In the end, honor won out, just as Kaneka knew it would. Nakayama challenged Kaneka to a duel, and was quickly slain by the talented swordsman. In recompense for the "insult" Kaneka had suffered, the Imperial Court allotted all the Nakayama holdings to Kaneka. Nakayama's widow, faced with the prospect of a dishonored existence among peasants, had no choice but to accept Kaneka's proposal of marriage if she wanted to retain her position.

Though the Nakayama samurai were bound by direct order of the court to honor their new arrangement—and plied with substantial gifts by their new master—Hayato saw the theft for what it was. Several nights later, having watched Kaneka's celebrating guards drink themselves into unconsciousness, Hayato crept into his former master's bedchamber and confronted the usurper even as he lay sleeping with his new wife. Though Kaneka screamed for his retainers, in the end it became clear that his only option was to fight. Taking up the sword that Hayato tossed onto the bed, Kaneka did everything he could to kill the samurai quickly, yet Hayato would not be denied his revenge. At last, bleeding from several terrible wounds, Hayato succeeded in getting past the noble's guard, ending his short-lived dominion over the Nakayama estate in a fine spray of blood.

As Kaneka fell to the floor, pink froth spilling from his lips, Hayato dropped his sword and knelt beside it. Knowing that to attack any lord in this manner—let alone the man the government considered his rightful master—would bring sure execution, he drew his tanto and prepared to die with his honor intact.
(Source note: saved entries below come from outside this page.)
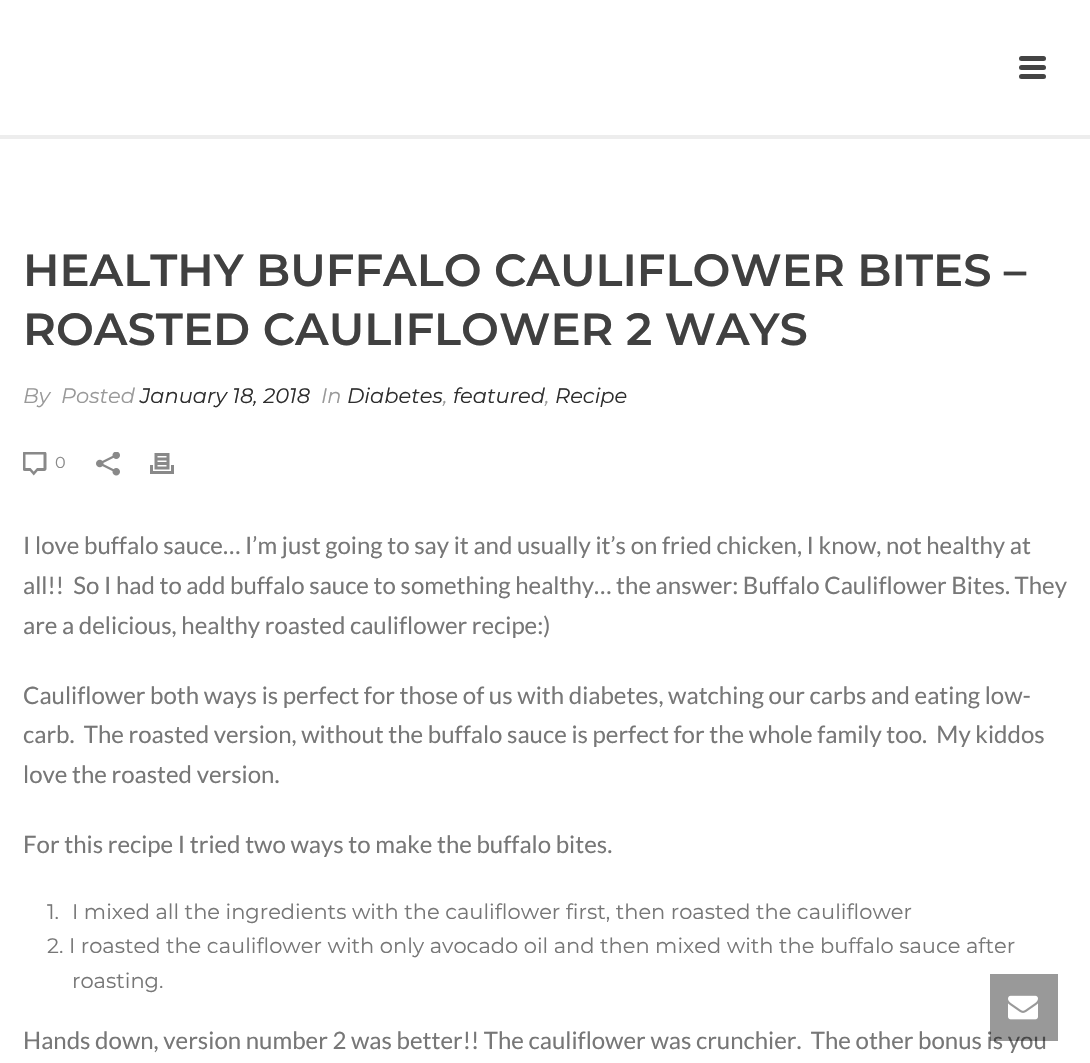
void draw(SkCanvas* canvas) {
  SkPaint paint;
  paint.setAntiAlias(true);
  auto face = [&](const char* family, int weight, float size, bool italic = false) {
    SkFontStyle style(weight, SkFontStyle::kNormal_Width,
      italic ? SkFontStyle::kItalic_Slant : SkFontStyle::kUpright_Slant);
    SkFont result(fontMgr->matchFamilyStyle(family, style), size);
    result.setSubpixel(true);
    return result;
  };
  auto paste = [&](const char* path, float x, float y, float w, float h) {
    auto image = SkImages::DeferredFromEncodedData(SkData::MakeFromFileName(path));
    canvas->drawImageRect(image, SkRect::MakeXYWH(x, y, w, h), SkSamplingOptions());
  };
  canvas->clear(0xffffffff);
  paint.setColor(0xffededed);
  canvas->drawRect(SkRect::MakeXYWH(0, 135, 1090, 4), paint);
  paint.setColor(0xff444444);
  canvas->drawRoundRect(SkRect::MakeXYWH(1019, 56, 27, 5), 2.5f, 2.5f, paint);
  canvas->drawRoundRect(SkRect::MakeXYWH(1019, 65, 27, 5), 2.5f, 2.5f, paint);
  canvas->drawRoundRect(SkRect::MakeXYWH(1019, 74, 27, 5), 2.5f, 2.5f, paint);
  paste("img/1.png", 23, 452, 24, 24);
  paste("img/2.png", 96, 452, 24, 24);
  paste("img/3.png", 150, 453, 24, 21);
  auto f0 = face("Montserrat", 600, 45);
  paint.setColor(0xff404040);
  canvas->drawString("HEALTHY BUFFALO CAULIFLOWER BITES –", 23, 286, f0, paint);
  canvas->drawString("ROASTED CAULIFLOWER 2 WAYS", 23, 345, f0, paint);
  auto f1 = face("Montserrat", 400, 21, true);
  paint.setColor(0xff999999);
  canvas->drawString("By", 23, 403, f1, paint);
  canvas->drawString("Posted", 61, 403, f1, paint);
  paint.setColor(0xff2e2e2e);
  canvas->drawString("January 18, 2018", 140, 403, f1, paint);
  paint.setColor(0xff999999);
  canvas->drawString("In", 321, 403, f1, paint);
  paint.setColor(0xff2e2e2e);
  canvas->drawString("Diabetes", 347, 403, f1, paint);
  paint.setColor(0xff999999);
  canvas->drawString(",", 443, 403, f1, paint);
  paint.setColor(0xff2e2e2e);
  canvas->drawString("featured", 453, 403, f1, paint);
  paint.setColor(0xff999999);
  canvas->drawString(",", 545, 403, f1, paint);
  paint.setColor(0xff2e2e2e);
  canvas->drawString("Recipe", 555, 403, f1, paint);
  auto f2 = face("Montserrat", 400, 16);
  paint.setColor(0xff898989);
  canvas->drawString("0", 55, 468, f2, paint);
  auto f3 = face("Lato", 400, 24);
  paint.setColor(0xff777777);
  {
    const struct { const char* s; float x, y; } items[] = {
      {"I love buffalo sauce… I’m just going to say it and usually it’s on fried chicken, I know, not healthy at", 23, 554},
      {"all!!  So I had to add buffalo sauce to something healthy… the answer: Buffalo Cauliflower Bites. They", 23, 594},
      {"are a delicious, healthy roasted cauliflower recipe:)", 23, 634},
      {"Cauliflower both ways is perfect for those of us with diabetes, watching our carbs and eating low-", 23, 704},
      {"carb.  The roasted version, without the buffalo sauce is perfect for the whole family too.  My kiddos", 23, 743},
      {"love the roasted version.", 23, 783},
      {"For this recipe I tried two ways to make the buffalo bites.", 23, 853},
    };
    for (auto [s, x, y] : items) {
      canvas->drawString(s, x, y, f3, paint);
    }
  }
  auto f4 = face("Montserrat", 400, 21);
  {
    const struct { const char* s; float x, y; } items[] = {
      {"1.", 47, 919},
      {"I mixed all the ingredients with the cauliflower first, then roasted the cauliflower", 72, 919},
      {"2. I roasted the cauliflower with only avocado oil and then mixed with the buffalo sauce after", 47, 953},
      {"roasting.", 72, 988},
    };
    for (auto [s, x, y] : items) {
      canvas->drawString(s, x, y, f4, paint);
    }
  }
  canvas->drawString("Hands down, version number 2 was better!! The cauliflower was crunchier.  The other bonus is you", 23, 1049, f3, paint);
  paint.setColor(0x66000000);
  canvas->drawRect(SkRect::MakeXYWH(990, 974, 68, 67), paint);
  paste("img/4.png", 1008, 995, 30, 25);
}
A hand on his shoulder stayed his blade. When Hayato looked up, he beheld Lady Nakayama—now Lady Kaneka—in her dressing gown, its yellow silk stained with the blood of her most recent husband. With tears in her eyes, she thanked Hayato for avenging Lord Nakayama and returning the estate to her control. Yet with her next breath, she condemned him forever. Taking his hand in her own—an undreamed-of show of affection and familiarity—the noblewoman forbade Hayato from taking his own life. Instead, she snuck him out of the manor and into a carriage bound for Oda, with only a string of coins, his armor, and a command to live as best he could. When the morning sun rose, it found Hayato on a caravan traveling north, bound for the icy reaches of the Crown of the World and from there on to the mysterious lands of the Inner Sea.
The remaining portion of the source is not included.